Task goal:
Which lines of the data below contain "index"? Please show them all.

Exercise material:
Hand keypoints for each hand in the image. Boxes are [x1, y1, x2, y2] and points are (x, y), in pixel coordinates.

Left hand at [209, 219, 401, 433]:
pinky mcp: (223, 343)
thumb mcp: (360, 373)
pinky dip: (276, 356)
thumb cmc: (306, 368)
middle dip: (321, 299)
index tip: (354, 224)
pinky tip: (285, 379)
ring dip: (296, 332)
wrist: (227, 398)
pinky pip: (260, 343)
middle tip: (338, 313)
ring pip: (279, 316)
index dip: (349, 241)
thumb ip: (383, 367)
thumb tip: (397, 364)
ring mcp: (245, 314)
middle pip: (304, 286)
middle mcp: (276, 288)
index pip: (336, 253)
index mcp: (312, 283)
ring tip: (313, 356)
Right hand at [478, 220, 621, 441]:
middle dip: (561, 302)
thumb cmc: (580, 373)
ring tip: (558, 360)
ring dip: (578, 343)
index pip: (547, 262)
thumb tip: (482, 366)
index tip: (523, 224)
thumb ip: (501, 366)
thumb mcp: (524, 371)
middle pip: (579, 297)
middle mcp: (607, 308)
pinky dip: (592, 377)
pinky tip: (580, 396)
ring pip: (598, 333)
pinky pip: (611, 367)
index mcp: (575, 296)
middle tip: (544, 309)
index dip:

Response for this exercise:
index tip: (354, 224)
index dip: (349, 241)
index pip: (336, 253)
index mcp: (312, 283)
index pip: (547, 262)
index tip: (523, 224)
index mcp: (575, 296)
index dip:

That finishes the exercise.